= Civil Rights and Restorative Justice Project =

Initiative by the Northeastern University School of Law

The Civil Rights Restorative Justice Project is an initiative by the Northeastern University School of Law in Boston, Massachusetts, to document every racially motivated killing in the American South between 1930 and 1970. The project aims to serve as a resource for scholars, policymakers, and organizers involved in various initiatives seeking justice for crimes of the civil rights era. CRRJ focuses on research, particularly concerning cold cases, and supports policy initiatives on anti-civil rights violence, such as various remediation efforts including criminal and civil prosecutions, truth and reconciliation proceedings, and legislative remedies.

==Sample cases==
In 2008 the Project represented Thomas Moore and Thelma Collins, family of Charles Eddie Moore and Henry Hezekiah Dee, in their civil suit against Franklin County, Mississippi. They charged that its law enforcement had been complicit in the Ku Klux Klan kidnappings and murders of their relatives on May 2, 1964. In prosecution of what was known as the 2007 Mississippi Cold Case, James Ford Seale was convicted in federal court for these deaths. The county settled with Moore and Collins in June 2010 for an undisclosed amount.

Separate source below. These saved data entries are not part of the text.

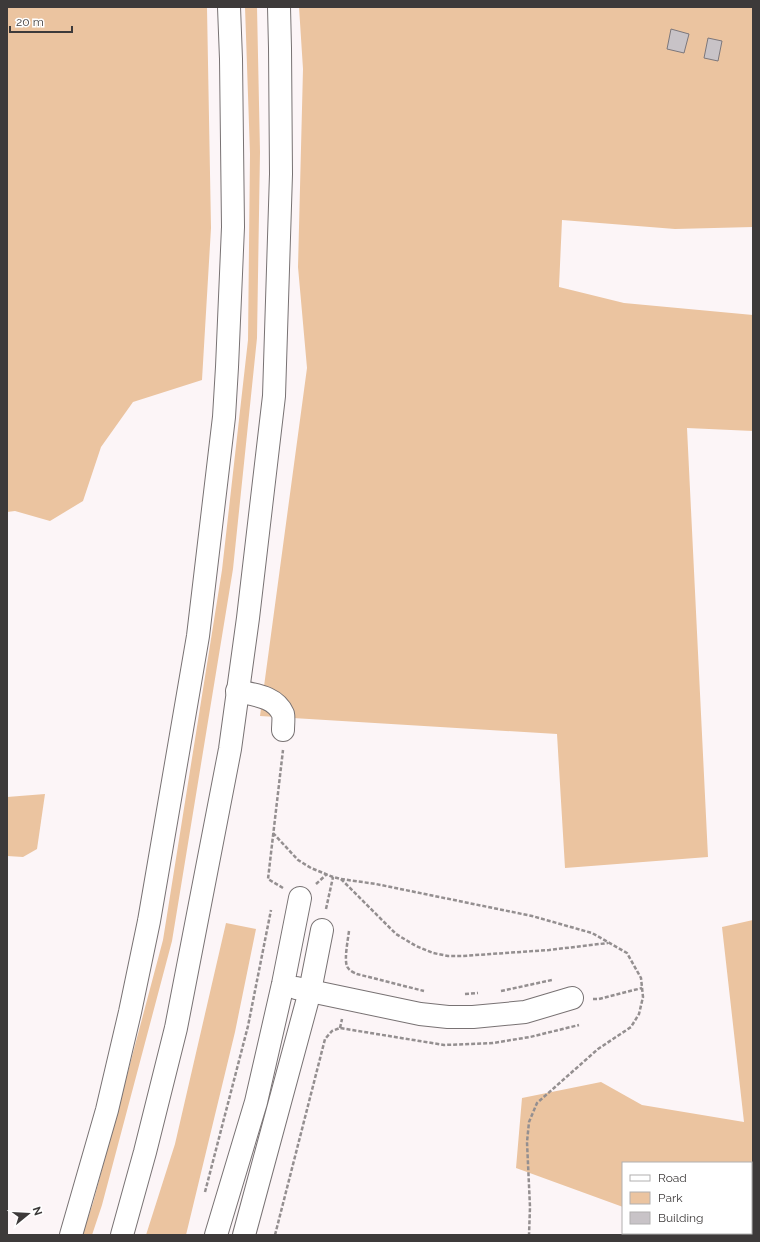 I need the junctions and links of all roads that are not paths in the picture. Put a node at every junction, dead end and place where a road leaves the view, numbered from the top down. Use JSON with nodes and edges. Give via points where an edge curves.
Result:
{"nodes":[{"id":1,"x":279,"y":14,"type":"edge"},
{"id":2,"x":229,"y":16,"type":"edge"},
{"id":3,"x":238,"y":691,"type":"junction"},
{"id":4,"x":283,"y":730,"type":"road end"},
{"id":5,"x":300,"y":898,"type":"road end"},
{"id":6,"x":322,"y":930,"type":"road end"},
{"id":7,"x":284,"y":984,"type":"junction"},
{"id":8,"x":310,"y":991,"type":"junction"},
{"id":9,"x":572,"y":998,"type":"road end"},
{"id":10,"x":71,"y":1235,"type":"edge"},
{"id":11,"x":122,"y":1235,"type":"edge"},
{"id":12,"x":216,"y":1235,"type":"edge"},
{"id":13,"x":244,"y":1235,"type":"edge"}],
"edges":[{"from":1,"to":3,"type":"main road","via":[[281,174],[274,396]]},
{"from":2,"to":10,"type":"main road","via":[[233,226],[227,367],[224,418],[198,636],[151,913],[107,1110]]},
{"from":3,"to":4,"type":"main road","via":[[275,702],[283,715]]},
{"from":3,"to":11,"type":"main road","via":[[230,749],[176,1028]]},
{"from":5,"to":7,"type":"main road"},
{"from":6,"to":8,"type":"main road"},
{"from":7,"to":8,"type":"main road"},
{"from":7,"to":12,"type":"main road","via":[[256,1102]]},
{"from":8,"to":9,"type":"main road","via":[[420,1014],[448,1017],[525,1012]]},
{"from":8,"to":13,"type":"main road"}]}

In December 2014, the Project successfully helped to vacate the conviction of George Stinney of Alcolu, South Carolina, who at age 14 was the youngest person in United States history to have been executed. He had been convicted of murdering two white girls by an all-white jury in a brief trial. He was deprived of defense counsel and not allowed to see his parents until after the trial. Because of numerous constitutional abuses during his prosecution and trial, the court vacated his conviction.

In 2016 CRRJP's Tara Dunn and Ariel Goeun Lee reported on the full account of their investigation into the notorious 1947 death of Henry "Peg" Gilbert while held in the Harris County, Georgia jail. This took place in the county seat of Hamilton, on May 23, 1947. Gilbert was a prosperous, 42-year-old, married African-American farmer and father of four. He was arrested without a warrant, on wrongful charges of harboring a black fugitive who had shot a white man in Troup County. (Harris County had no jurisdiction there.) Hamilton Police Chief William H. Buchanan had claimed he shot Gilbert in self-defense. But, "When morticians examined the dead man, they found that bones all over Gilbert’s body had been crushed. His skull was shattered, one of his legs was broken, and he suffered five gunshot wounds." After her husband's funeral, Mae Henry Gilbert was prosecuted on the same charges in Harris County but was successfully defended by her counsel, white attorney Daniel Duke, who got the charges dropped.